The performance tables below compare mutual fund categories (e.g. ‘Canadian Equity’) against their benchmarks (e.g. ‘S&P/TSX Composite’). The first table shows equal weighted returns (average fund return) and the second shows asset weighted returns (average fund returns weighted by size of assets in a fund). As you can see, there is significant underperformance across all time periods and categories.
This is not just an issue with the Canadian mutual funds industry. Here are some facts about the performance of mutual funds sold in the US:
Facts (from the SPIVA US Scorecard- ending June 30, 2020):
- In 11 out of the 18 categories of domestic equity funds, the majority of funds continued to underperform their benchmarks.
- 67% of domestic equity funds lagged the S&P Composite 1500® during the one-year period ending June 30, 2020.
- In 13 out of the 14 fixed income categories, the majority of funds failed to keep up with their benchmarks.
- Fund liquidation numbers across segments regularly reached into the 60% range over a 15-year horizon.
The equal and asset-weighted performance comparisons for US mutual funds are equally bad and just as significant as fund underperformance in Canada.
Why do most mutual funds underperform?
1) Mutual funds charge a fee that can be as high as 3% in some cases (most are probably closer to 2%). Just to perform in line with the benchmark a fund manager has to outperform by the fee charged. They are starting from behind.

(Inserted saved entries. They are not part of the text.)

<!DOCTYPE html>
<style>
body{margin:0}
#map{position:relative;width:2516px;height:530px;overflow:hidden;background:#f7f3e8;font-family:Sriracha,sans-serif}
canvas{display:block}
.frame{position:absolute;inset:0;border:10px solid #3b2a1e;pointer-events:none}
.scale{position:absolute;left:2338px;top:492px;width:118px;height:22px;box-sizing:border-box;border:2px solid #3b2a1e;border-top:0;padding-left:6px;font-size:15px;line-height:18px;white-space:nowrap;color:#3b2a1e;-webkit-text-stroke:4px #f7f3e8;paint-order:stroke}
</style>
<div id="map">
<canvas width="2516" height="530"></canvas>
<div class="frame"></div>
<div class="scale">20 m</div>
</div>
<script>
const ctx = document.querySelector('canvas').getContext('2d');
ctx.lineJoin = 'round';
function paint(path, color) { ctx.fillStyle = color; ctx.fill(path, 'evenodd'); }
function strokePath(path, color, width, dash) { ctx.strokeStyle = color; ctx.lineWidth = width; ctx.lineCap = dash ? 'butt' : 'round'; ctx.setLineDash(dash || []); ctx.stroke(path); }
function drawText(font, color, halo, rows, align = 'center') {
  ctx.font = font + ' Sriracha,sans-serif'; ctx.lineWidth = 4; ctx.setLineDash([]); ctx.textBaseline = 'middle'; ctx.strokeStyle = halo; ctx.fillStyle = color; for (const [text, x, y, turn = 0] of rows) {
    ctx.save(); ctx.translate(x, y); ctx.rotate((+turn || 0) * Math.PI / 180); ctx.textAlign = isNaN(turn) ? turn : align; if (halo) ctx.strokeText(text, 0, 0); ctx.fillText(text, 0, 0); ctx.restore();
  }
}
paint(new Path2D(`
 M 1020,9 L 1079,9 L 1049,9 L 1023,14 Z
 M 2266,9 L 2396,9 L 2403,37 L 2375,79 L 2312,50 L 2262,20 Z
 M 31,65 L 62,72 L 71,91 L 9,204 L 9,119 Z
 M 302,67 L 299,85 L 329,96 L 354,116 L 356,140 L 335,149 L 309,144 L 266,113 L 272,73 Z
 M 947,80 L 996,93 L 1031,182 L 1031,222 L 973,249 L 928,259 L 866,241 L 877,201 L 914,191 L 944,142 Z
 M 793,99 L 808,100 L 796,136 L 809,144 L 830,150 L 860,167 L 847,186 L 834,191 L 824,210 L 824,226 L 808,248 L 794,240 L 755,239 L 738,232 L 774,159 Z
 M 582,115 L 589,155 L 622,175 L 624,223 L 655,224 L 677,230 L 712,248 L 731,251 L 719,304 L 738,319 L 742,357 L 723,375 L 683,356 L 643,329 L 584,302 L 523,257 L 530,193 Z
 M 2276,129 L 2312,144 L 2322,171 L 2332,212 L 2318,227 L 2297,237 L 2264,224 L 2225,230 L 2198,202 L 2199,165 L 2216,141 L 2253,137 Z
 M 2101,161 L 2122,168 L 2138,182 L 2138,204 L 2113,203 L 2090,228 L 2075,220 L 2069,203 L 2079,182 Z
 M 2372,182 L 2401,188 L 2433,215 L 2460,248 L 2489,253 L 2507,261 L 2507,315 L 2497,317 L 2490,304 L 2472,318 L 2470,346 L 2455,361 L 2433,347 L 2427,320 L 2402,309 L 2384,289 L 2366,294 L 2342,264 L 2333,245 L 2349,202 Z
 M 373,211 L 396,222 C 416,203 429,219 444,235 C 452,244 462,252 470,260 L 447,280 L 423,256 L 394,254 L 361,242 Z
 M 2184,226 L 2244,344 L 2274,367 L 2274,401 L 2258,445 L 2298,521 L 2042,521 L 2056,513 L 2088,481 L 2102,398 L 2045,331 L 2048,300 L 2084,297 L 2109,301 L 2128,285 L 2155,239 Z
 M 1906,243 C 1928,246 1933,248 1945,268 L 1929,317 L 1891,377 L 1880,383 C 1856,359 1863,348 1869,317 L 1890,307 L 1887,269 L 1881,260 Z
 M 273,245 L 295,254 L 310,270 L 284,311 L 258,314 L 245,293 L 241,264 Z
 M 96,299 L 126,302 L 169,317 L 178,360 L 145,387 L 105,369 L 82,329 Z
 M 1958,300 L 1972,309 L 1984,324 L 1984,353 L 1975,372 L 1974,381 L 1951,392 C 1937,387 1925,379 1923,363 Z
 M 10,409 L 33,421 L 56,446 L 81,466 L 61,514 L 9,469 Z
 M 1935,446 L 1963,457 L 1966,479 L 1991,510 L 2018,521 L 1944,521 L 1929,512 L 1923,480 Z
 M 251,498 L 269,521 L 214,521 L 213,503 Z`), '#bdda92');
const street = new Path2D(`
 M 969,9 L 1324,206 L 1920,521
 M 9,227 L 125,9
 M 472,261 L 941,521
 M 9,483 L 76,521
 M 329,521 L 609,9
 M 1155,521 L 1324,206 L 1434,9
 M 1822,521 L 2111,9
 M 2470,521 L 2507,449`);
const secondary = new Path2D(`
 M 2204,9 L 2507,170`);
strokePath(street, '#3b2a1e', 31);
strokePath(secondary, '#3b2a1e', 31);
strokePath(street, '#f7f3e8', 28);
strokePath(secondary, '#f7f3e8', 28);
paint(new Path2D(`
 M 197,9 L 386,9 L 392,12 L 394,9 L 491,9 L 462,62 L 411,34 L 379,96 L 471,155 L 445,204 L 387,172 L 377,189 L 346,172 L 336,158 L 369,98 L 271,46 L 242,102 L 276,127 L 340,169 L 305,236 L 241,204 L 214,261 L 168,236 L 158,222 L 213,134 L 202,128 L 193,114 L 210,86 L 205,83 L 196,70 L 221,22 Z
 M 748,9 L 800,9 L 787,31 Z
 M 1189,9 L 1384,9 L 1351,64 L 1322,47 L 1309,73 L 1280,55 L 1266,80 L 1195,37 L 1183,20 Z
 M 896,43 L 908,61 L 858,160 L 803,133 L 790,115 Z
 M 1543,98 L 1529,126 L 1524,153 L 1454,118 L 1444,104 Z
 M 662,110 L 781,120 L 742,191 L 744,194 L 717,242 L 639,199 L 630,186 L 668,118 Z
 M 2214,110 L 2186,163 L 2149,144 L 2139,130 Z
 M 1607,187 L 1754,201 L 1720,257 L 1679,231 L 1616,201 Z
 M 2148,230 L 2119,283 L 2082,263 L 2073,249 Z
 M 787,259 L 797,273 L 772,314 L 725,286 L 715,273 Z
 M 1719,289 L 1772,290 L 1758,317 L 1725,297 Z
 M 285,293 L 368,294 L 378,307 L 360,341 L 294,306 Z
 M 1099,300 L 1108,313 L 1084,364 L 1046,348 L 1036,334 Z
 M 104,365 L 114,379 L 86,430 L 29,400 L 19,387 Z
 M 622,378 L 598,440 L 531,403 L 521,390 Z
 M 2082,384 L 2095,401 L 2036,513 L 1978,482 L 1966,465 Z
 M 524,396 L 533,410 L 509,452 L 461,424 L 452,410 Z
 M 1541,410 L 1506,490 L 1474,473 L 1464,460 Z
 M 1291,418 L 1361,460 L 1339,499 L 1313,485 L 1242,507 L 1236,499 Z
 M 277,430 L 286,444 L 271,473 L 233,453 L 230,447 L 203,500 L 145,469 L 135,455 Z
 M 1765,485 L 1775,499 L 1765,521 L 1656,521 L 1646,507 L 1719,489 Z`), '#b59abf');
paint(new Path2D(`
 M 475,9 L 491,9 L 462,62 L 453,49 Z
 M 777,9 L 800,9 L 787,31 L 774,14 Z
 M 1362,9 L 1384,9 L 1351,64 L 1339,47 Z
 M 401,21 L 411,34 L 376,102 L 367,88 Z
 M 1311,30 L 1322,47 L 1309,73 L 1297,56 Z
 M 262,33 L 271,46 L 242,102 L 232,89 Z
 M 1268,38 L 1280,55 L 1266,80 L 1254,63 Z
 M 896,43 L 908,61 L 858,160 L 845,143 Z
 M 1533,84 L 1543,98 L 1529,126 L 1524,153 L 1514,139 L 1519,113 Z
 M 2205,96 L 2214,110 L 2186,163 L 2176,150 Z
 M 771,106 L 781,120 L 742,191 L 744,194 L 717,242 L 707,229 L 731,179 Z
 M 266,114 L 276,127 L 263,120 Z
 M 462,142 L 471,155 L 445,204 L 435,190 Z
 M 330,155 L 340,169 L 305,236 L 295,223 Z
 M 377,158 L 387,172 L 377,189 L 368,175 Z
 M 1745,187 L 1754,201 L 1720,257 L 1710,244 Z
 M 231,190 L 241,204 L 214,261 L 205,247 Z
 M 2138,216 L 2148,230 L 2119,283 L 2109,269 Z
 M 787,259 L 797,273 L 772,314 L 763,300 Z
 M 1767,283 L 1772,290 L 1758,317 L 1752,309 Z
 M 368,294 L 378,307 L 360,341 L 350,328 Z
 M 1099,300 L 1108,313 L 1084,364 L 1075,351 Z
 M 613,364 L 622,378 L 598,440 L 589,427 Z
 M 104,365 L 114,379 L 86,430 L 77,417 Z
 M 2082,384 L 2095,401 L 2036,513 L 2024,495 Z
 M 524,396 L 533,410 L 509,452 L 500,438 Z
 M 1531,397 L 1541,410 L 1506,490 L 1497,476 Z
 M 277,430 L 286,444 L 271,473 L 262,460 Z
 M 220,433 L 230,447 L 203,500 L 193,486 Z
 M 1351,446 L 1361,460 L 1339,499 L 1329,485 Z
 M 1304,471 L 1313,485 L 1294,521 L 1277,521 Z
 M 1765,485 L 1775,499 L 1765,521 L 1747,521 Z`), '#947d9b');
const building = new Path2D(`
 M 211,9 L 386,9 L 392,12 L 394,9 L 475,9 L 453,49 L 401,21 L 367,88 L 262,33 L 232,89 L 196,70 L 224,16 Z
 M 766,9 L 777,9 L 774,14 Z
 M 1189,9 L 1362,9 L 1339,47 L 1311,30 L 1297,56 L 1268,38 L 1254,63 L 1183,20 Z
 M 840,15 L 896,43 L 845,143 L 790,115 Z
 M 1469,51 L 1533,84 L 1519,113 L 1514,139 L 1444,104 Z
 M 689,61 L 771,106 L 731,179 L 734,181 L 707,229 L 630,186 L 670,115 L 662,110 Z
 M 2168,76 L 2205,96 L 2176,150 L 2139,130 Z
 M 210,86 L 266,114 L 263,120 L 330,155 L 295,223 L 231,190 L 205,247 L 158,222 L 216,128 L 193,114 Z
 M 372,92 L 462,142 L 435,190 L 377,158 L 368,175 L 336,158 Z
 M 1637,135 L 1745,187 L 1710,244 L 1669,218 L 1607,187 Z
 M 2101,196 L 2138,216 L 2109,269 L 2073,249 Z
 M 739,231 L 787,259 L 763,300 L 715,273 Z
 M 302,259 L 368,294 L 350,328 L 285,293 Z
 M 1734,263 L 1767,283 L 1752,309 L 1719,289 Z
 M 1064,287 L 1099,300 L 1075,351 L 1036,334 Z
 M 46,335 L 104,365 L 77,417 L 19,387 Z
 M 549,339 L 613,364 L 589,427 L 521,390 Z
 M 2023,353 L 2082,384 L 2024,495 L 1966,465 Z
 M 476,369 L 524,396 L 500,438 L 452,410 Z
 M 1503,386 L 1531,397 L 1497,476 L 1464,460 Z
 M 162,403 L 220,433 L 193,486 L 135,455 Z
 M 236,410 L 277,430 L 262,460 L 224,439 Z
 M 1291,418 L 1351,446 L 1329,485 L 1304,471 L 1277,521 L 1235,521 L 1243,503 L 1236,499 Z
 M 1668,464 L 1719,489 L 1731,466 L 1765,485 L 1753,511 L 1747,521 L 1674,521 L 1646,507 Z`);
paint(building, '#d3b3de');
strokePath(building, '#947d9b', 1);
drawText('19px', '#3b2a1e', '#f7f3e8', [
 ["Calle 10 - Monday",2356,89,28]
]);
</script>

2) Mutual fund managers are trying to outperform against millions of other professional investors, all with the same public information. By the very nature of the market, there will be people who are wrong and people who are right. It is very difficult to be repeatedly right about something impacted by an infinite number of variables. Hence, the chance about being right about a particular portfolio (relative to a benchmark) at any point in time is about 50/50. Those odds are reduced over longer periods of time (the odds of flipping heads once is 50%, the odds of flipping heads twice in a row is 25%).
In that it provides no value added, investment fund management is therefore a commodity. An allocation to diversified portfolio of stocks has value, but the overlay of ‘active investment management’ provides no additional value (actually, it subtracts value as shown above). Investors should not pay for something that isn’t delivered. Therefore, investors should not pay active management fees, which are significantly higher than passive fees. This difference in fees could mean the difference between retiring well or retiring broke.